Arts & Entertainment Editor
In Rachel Yoder’s debut novel, “Nightbitch,” the unnamed protagonist is used to feeling invisible: a middle-class, middle-aged mother, she’s exhausted, raising her toddler alone in the suburbs. Her husband is never home, trotting off on work trips that last for weeks. Her bitterness is unspeakable. She misses her career. She’s tired of taking her son to Book Babies.
The resentment is too much to handle until she begins to turn into — a dog? Inexplicably, she looks into the mirror and finds her canines sharper and her eyebrows furrier. She begins dreaming of raw meat, wagging her tail, sinking her teeth in something, and rolling around in the backyard mud. Why not? With nothing else to look forward to, why wouldn’t she want to be a dog?
Her transformation from stay-at-home mom into Nightbitch — the word she uses to describe her dog state — is slow, bizarre, and utterly fascinating to witness. While the concept of animal transformation is nothing new (think of Kafka’s “Metamorphosis” or the 2008 “Twilight” franchise), Yoder’s decision to portray it within the context of motherhood is startlingly unique, bringing a feminist perspective to the trope. “Mother” evokes warmth and cleanliness — not blood or dirt or gore — and that’s exactly the point. More than anything, “Nightbitch” is a book of opposites, of unsaid truths. Yoder forces readers to look at womanhood not for what it’s stereotyped to be, but for what we’re afraid to admit about it: the financial subjugation. The loss of one’s identity. And above all, the suffering those experiences entail.
That is the sad beauty of the novel: Yoder is brutally honest about the female experience. Nightbitch isn’t what we would call a “strong” female character — she’s dependent on her husband and deeply passive about her life — but in lieu, she offers readers a complexity and vulnerability that feels very real. She misses her husband, and at the same time, hates him for never being there. She loves her son, yet looks back wistfully at her pre-baby years, her pre-baby body.
The analogy makes a fascinating social critique, winning major points for creativity as well as style. “I am interested in longing, in longing so deep it threatens to splinter a person apart,” Nightbitch writes in a letter, one of the book’s most memorable passages. Yoder’s writing is absolutely beautiful, balancing contradictions in itself: whimsical yet heavy-hearted, blunt, yet cryptic. “I am interested in a profound longing for an unknown existence, or for a better life, without any specifics of what that life would look like.” Every page is rich with feeling. As she denigrates into her animal self, Nightbitch’s languid descriptions have a way of speaking to the freedom everyone wants in life — irrespective of gender.
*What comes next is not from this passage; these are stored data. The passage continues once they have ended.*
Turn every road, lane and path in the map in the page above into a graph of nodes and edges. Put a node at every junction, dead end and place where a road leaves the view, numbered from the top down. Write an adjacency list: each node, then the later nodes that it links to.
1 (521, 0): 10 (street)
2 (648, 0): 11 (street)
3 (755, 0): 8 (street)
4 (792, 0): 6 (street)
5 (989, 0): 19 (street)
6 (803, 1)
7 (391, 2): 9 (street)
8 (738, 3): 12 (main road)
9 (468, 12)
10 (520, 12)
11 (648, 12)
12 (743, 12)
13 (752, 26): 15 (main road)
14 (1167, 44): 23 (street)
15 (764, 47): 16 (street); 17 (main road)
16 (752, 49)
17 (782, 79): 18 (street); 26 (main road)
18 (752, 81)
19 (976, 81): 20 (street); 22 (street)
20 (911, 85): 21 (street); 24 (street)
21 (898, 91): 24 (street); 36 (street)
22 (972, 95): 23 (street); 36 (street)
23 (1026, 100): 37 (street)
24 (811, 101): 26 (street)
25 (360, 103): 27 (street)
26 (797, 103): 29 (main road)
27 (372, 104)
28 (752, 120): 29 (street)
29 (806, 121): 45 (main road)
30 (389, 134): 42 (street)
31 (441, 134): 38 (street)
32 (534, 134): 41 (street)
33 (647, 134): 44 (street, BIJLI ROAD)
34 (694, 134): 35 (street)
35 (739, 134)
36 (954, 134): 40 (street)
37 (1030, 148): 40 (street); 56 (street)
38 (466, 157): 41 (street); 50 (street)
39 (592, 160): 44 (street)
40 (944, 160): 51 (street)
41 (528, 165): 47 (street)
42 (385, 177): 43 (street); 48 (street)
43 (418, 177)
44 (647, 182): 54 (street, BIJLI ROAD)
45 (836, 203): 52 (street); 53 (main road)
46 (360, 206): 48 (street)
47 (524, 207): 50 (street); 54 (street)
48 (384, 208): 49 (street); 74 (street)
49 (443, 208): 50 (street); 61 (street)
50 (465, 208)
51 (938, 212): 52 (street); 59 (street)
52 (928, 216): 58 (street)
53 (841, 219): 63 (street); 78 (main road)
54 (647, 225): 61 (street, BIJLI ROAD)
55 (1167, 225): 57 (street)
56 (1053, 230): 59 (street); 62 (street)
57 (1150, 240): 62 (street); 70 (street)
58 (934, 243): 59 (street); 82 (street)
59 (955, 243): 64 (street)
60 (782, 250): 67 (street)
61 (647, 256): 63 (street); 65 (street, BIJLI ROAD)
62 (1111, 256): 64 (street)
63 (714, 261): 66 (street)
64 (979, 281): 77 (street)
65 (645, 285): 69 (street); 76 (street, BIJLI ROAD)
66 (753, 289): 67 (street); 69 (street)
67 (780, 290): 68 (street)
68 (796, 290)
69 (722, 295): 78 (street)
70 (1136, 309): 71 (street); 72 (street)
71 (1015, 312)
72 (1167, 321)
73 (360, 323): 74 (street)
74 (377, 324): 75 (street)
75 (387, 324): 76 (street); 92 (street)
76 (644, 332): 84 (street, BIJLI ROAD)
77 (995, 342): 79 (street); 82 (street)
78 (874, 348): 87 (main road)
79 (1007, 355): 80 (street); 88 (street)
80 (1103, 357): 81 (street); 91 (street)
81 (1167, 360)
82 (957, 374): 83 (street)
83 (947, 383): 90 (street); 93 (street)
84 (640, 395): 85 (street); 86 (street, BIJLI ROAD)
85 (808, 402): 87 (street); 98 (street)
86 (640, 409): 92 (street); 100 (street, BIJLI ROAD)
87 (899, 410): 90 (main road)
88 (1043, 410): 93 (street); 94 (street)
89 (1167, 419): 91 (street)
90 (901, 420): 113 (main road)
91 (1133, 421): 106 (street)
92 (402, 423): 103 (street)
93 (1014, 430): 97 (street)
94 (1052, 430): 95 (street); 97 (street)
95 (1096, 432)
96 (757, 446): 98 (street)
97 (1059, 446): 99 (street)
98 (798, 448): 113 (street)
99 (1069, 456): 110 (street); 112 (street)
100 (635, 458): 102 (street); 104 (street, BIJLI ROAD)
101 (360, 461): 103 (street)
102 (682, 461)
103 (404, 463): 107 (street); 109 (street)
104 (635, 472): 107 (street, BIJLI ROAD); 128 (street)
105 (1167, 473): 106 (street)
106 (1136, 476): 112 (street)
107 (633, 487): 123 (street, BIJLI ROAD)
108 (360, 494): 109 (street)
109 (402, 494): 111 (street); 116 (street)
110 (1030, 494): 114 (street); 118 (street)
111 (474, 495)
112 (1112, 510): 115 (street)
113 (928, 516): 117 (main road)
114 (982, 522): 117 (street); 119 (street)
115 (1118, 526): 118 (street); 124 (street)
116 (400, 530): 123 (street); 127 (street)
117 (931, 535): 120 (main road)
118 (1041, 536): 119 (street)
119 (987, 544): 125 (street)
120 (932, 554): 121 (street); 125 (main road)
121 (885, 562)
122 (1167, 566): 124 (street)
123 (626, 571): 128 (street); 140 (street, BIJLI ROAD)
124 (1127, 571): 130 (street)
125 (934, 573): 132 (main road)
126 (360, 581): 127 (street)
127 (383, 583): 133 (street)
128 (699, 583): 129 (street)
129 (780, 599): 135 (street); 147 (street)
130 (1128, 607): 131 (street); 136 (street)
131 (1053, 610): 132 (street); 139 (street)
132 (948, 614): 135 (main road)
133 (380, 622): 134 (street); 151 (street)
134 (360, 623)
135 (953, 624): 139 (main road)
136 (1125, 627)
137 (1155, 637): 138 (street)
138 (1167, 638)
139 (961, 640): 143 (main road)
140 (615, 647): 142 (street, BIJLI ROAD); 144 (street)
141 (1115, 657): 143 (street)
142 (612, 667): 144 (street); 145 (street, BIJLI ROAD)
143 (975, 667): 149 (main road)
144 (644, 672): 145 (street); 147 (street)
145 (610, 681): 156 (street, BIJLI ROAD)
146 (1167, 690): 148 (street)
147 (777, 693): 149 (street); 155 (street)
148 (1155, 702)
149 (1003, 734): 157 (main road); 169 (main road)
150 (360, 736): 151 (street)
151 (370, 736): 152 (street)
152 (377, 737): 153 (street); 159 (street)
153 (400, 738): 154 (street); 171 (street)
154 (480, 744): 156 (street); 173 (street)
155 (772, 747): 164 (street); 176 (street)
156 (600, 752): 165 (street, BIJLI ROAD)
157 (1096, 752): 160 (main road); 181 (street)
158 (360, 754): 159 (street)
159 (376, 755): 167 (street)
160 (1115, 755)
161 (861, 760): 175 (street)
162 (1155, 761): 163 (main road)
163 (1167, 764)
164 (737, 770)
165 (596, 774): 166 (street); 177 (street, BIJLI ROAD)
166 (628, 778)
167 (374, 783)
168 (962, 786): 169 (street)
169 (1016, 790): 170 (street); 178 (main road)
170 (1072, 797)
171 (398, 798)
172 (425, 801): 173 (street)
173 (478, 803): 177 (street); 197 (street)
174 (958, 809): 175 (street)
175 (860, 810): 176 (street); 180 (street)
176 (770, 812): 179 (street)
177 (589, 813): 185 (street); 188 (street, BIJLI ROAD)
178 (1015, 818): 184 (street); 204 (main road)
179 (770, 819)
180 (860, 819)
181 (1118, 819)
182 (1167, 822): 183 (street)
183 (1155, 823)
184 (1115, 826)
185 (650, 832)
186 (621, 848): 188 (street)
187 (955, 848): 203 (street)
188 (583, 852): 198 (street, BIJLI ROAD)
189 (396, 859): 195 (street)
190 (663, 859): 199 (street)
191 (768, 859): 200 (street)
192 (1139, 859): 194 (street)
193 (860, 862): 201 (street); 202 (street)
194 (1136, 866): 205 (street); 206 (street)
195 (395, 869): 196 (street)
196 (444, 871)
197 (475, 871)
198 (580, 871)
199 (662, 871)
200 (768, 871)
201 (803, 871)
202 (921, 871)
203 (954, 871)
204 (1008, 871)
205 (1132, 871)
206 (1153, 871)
A book you can read again and still feel like it’s beyond you, “Nightbitch” admittedly feels long, despite being under 300 pages. Although its language and subject matter are endlessly captivating, readers can sense Yoder’s ambition as the novel progresses, which feels like it’s trying to tackle too much. Nightbitch is a dog, but at the same time, represents so much more: a façade, an unfulfilled expectation, the selfishness that keeps a person alive. There’s so much material it feels impossible to intellectualize it all — only to listen and relate.
Thought-provoking and one-of-a-kind, “Nightbitch” warrants a read, and then a second read. (At least, I’ll be reading it again.)